Look at the pictures of the stars of that time and you’d be hard pressed to find a
case of gyno anywhere. Food for thought.
The bottom line: If dosages are kept sane, Clomid wouldn’t be needed — even if it worked
well, which it doesn’t.
Forget Clomid. For more effective methods of keeping excess estrogen in check, read on.
IF YOU MUST…
When it comes to anti-estrogens, the best bet may be not in occupying the receptor sites,
as does Clomid, but to compete with the testosterone/estrogen balance. At one time,
Proviron was deemed a valid choice as an anti-estrogen agent until some of the
sophomoric steroid students argued that it didn’t have any direct anti-estrogenic
properties. True, but it still looks as if it’s the best choice if you feel the need to guard
against estrogen build up. It does so because DHT acts as a gyno antagonist. (Yet
another thing that has been oddly overlooked.) Even when DHT is applied topically it’s
been shown to reduce gyno in cases where the gyno hadn’t been a chronic condition.
Beyond the direct effect of DHT, Proviron has distinct benefits, the first being that as a
derivative of DHT it isn’t capable of forming estrogen, yet it has a much higher affinity
for the aromatase enzyme (which converts testosterone to estrogen) than does
testosterone. That means administering it with another aromatizable compound will
prevent estrogen build up due to the fact that DHT binds to the aromatase enzyme so
strongly. There’s also been some suggestion that Proviron may downgrade the actual
estrogen receptor, thereby making it twice as effective at reducing circulating estrogen
levels. And because DHT has such a high affinity for SHBG it leaves more free
testosterone to impart its anabolic effects.
It makes sense that the use of Proviron is a more practical and rational method of dealing
with the possibility of excess estrogen than the aforementioned method of attempting to
add a weaker estrogen in the hopes that it will prevent aromatization.
William Llewellyn touches upon this in Anabolics 2000. He says…
“(Proviron) is in contrast to Nolvadex which only blocks estrogen’s ability to bind and
activate receptors in certain tissues.” (such as breast tissue)
In other words, the World Anabolic Reference was right when it stated;
“Proviron cures the problem of aromatization at the root while Nolvadex simply cures the
symptoms. ”
Proviron in moderate doses has been shown to be remarkably safe and free of side effects
in most men. If you must use an anti-estrogen, Proviron is the way go.

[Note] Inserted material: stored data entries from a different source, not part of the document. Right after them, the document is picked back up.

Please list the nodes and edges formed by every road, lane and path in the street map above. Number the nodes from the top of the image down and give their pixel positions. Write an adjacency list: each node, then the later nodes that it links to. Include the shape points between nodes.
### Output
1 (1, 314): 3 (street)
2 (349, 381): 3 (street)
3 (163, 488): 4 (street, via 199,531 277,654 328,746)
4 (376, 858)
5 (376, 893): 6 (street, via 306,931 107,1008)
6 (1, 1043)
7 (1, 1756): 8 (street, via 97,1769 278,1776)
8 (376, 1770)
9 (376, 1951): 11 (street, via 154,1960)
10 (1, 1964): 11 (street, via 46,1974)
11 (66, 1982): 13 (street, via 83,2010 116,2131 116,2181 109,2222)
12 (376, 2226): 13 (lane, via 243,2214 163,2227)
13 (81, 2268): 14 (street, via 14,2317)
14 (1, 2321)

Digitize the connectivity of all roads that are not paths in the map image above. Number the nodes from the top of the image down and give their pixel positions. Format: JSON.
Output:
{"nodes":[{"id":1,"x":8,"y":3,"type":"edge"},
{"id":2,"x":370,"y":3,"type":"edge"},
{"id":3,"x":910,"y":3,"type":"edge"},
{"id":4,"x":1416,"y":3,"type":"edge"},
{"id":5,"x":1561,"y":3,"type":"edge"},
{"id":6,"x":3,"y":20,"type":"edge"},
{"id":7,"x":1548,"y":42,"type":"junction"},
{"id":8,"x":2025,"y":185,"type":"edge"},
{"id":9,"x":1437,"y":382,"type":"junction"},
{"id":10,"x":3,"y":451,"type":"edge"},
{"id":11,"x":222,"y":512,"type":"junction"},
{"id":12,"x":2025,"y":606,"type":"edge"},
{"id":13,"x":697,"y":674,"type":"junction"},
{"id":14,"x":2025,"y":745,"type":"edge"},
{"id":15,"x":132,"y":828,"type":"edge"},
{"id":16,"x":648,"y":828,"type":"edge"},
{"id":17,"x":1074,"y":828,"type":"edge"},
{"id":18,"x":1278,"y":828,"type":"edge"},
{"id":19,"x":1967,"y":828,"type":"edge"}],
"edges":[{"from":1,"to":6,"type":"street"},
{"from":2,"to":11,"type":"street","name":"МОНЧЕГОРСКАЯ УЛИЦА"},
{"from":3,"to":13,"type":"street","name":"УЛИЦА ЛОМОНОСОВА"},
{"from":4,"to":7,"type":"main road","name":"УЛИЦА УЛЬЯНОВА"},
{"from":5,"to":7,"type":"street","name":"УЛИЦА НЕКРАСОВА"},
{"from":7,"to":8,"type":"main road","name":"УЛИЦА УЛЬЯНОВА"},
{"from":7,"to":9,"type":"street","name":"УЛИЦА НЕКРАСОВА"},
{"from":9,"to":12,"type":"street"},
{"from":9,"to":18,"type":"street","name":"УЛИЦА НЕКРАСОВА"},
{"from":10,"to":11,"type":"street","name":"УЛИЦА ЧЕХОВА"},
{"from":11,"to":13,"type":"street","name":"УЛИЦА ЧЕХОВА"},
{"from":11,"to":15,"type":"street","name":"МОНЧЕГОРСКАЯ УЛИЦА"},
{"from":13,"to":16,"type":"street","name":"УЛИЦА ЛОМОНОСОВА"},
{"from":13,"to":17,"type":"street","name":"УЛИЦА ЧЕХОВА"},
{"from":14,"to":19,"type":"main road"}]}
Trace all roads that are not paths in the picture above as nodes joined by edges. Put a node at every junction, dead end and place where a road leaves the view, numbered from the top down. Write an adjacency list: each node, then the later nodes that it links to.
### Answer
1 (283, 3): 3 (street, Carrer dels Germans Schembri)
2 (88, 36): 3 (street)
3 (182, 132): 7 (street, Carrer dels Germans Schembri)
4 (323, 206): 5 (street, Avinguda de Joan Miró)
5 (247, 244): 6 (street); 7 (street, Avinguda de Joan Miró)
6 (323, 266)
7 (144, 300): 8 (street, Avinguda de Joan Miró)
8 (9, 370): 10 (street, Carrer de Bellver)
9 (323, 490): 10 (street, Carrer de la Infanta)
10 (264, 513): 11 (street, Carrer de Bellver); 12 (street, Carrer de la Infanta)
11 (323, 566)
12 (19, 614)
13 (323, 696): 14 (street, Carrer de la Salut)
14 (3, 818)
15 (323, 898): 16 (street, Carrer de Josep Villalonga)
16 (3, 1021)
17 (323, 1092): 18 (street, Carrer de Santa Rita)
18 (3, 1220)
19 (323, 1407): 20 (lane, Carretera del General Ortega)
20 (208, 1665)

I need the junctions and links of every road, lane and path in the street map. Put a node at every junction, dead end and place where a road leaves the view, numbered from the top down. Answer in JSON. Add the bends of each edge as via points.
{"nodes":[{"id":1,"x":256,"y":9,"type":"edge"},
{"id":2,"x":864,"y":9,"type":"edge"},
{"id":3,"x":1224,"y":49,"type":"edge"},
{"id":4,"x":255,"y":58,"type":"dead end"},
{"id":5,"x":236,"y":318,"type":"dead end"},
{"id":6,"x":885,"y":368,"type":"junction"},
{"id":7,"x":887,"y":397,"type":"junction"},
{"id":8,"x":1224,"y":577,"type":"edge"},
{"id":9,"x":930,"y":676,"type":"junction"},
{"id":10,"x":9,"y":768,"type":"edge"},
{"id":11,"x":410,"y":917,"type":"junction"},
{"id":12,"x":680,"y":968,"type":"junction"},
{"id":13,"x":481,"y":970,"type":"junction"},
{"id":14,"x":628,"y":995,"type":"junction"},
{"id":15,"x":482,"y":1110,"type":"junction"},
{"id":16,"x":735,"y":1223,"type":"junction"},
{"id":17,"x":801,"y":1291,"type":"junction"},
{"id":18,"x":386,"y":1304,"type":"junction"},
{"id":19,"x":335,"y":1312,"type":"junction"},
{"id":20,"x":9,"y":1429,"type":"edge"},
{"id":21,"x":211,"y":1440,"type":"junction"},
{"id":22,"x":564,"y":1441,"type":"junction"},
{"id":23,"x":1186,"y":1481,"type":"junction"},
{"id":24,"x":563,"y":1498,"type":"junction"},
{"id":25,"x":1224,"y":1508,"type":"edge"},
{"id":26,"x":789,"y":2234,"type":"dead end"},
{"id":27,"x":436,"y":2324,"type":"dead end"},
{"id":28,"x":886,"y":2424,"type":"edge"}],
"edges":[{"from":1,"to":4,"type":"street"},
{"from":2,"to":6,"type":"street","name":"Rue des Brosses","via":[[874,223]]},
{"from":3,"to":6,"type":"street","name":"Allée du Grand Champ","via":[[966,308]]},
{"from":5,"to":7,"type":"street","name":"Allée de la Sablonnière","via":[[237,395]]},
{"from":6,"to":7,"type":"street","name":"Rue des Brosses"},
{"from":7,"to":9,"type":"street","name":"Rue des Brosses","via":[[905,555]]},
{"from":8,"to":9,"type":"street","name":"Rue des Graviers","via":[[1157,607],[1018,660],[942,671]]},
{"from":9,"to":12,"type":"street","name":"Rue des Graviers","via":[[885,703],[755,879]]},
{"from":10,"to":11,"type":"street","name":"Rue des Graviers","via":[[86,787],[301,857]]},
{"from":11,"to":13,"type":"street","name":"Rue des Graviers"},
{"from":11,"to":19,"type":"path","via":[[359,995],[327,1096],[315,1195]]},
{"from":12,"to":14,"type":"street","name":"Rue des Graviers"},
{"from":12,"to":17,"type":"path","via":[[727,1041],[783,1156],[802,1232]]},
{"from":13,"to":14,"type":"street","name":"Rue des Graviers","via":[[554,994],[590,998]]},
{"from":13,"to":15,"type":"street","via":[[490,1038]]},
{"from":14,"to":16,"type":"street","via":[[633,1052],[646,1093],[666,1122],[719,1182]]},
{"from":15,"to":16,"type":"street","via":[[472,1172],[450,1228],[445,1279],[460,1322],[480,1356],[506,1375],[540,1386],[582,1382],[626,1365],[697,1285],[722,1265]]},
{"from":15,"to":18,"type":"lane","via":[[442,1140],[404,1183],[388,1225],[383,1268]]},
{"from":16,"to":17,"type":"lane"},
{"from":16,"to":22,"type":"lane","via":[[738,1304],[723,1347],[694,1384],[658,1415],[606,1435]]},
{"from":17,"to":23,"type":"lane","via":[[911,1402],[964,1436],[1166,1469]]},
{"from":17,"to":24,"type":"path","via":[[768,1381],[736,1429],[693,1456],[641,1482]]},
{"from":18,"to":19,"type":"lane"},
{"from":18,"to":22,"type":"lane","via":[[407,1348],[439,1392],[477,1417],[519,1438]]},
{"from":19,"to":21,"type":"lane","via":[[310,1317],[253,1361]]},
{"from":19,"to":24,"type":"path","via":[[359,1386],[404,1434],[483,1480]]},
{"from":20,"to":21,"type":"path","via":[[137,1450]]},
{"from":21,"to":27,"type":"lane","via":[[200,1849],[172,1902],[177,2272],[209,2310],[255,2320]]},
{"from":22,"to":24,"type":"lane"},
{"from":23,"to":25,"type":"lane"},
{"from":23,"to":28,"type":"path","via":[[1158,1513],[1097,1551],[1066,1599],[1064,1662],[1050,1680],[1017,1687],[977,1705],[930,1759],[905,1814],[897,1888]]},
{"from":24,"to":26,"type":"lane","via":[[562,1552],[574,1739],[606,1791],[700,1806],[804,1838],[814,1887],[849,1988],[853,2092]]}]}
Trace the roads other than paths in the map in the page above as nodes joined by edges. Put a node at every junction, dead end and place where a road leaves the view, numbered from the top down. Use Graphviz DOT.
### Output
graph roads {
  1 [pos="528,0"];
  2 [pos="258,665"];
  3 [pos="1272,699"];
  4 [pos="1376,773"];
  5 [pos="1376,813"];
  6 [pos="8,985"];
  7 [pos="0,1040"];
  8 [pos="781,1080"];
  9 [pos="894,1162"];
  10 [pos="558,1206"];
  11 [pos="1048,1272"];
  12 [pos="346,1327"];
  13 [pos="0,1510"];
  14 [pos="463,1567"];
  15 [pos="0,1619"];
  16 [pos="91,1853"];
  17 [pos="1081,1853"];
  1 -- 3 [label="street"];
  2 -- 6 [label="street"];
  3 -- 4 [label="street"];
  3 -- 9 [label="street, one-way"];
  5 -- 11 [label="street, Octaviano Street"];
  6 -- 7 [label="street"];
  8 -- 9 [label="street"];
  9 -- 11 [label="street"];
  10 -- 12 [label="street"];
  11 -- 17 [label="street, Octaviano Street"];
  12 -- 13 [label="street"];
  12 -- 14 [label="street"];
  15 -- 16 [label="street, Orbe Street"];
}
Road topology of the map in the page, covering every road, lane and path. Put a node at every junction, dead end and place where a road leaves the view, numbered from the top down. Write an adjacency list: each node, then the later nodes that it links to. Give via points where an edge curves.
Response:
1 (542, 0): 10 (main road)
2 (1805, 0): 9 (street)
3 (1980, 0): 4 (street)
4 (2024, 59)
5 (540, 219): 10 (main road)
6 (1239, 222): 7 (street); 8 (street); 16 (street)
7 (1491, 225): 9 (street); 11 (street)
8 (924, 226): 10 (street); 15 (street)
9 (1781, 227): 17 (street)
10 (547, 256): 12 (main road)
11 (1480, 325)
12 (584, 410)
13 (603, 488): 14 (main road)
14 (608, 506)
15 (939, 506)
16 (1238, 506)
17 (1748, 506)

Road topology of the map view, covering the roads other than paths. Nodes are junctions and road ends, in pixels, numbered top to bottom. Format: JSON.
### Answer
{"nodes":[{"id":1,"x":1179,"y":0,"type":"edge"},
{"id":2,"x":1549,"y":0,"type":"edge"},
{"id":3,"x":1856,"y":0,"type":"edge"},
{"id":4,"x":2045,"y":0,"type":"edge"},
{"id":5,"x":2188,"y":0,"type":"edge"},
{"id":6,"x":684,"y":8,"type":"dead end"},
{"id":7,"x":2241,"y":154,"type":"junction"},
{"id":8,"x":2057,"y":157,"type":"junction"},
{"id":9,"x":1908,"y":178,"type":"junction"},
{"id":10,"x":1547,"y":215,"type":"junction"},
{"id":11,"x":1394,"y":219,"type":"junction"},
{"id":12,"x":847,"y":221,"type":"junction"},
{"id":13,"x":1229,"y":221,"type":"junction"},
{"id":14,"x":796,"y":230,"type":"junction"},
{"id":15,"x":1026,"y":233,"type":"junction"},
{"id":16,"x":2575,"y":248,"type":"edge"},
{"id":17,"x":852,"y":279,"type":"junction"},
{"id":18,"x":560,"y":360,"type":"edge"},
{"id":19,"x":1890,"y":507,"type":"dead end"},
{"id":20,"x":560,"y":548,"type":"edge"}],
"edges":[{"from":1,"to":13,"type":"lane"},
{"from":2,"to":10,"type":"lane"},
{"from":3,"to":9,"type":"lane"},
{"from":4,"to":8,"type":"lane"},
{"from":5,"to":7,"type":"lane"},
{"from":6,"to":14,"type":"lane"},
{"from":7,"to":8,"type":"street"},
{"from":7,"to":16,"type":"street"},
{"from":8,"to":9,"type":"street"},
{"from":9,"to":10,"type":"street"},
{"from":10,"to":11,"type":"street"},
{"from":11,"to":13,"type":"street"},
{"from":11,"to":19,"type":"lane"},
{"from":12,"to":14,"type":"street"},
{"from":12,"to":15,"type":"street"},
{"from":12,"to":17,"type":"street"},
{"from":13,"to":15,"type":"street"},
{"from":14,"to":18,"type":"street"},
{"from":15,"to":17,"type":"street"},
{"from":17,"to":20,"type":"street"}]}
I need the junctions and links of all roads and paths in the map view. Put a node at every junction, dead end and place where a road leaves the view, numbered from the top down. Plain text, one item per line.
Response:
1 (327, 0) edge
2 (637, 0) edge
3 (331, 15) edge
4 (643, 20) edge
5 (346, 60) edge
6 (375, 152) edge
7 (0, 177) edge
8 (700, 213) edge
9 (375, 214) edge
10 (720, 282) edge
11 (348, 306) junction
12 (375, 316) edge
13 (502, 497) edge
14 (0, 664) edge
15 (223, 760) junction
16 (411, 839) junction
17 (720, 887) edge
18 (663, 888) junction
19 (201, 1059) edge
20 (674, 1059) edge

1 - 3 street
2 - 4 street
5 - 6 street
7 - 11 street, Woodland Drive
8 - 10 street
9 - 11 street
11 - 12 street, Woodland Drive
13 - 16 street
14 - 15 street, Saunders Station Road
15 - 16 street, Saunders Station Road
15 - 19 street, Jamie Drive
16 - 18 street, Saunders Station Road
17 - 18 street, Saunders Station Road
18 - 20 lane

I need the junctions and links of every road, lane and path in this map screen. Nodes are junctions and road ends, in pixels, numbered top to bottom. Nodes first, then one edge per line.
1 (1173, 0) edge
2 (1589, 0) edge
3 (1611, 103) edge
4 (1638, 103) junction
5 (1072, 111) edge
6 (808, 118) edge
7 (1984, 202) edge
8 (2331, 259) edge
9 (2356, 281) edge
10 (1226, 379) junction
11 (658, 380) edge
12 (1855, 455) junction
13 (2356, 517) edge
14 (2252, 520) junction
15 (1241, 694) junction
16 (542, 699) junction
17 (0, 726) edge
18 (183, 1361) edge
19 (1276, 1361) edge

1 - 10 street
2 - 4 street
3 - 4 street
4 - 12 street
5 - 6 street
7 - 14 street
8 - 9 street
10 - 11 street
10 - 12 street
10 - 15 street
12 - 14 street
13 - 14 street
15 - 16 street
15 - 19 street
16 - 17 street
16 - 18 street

Tags: Anabolic Steroids · General · Steroids Cycles

1 response so far ↓

  • 1 IrishIron // Nov 19, 2009 at 6:30 pm

    That all sounds like good common sense talk to me, and the more I go on in this game, the more I find that is the advice I find works. I read the article as I have come off a cycle, and my sperm count is very low. I’ve used hcg and nolvadex 20mg a day… do you think the nolvadex would be inhibiting sperm count rising?